## About this task
Your task is to find every line of the listing that includes "Stoneridge" and copy it.

────────────────

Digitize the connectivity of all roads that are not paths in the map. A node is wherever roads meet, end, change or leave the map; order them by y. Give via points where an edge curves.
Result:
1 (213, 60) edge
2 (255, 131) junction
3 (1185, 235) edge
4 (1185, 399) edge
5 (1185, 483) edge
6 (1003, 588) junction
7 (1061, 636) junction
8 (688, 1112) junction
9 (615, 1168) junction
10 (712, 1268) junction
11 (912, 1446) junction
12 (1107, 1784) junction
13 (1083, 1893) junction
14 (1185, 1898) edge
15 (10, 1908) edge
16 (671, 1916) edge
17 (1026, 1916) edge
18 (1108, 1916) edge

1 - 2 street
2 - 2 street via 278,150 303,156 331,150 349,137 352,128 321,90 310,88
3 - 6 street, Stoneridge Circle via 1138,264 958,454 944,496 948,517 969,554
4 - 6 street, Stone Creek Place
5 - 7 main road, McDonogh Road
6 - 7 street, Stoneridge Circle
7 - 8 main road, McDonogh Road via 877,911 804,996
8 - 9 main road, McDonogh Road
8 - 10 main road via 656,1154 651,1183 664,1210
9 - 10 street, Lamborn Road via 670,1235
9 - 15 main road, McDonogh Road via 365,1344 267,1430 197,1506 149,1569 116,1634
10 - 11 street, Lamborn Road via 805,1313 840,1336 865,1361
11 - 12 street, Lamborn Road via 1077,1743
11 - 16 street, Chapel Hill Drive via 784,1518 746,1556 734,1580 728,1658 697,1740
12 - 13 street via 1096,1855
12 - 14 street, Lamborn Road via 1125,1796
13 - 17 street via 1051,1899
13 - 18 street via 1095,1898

────────────────

## Solution to the exercise
3 - 6 street, Stoneridge Circle via 1138,264 958,454 944,496 948,517 969,554
6 - 7 street, Stoneridge Circle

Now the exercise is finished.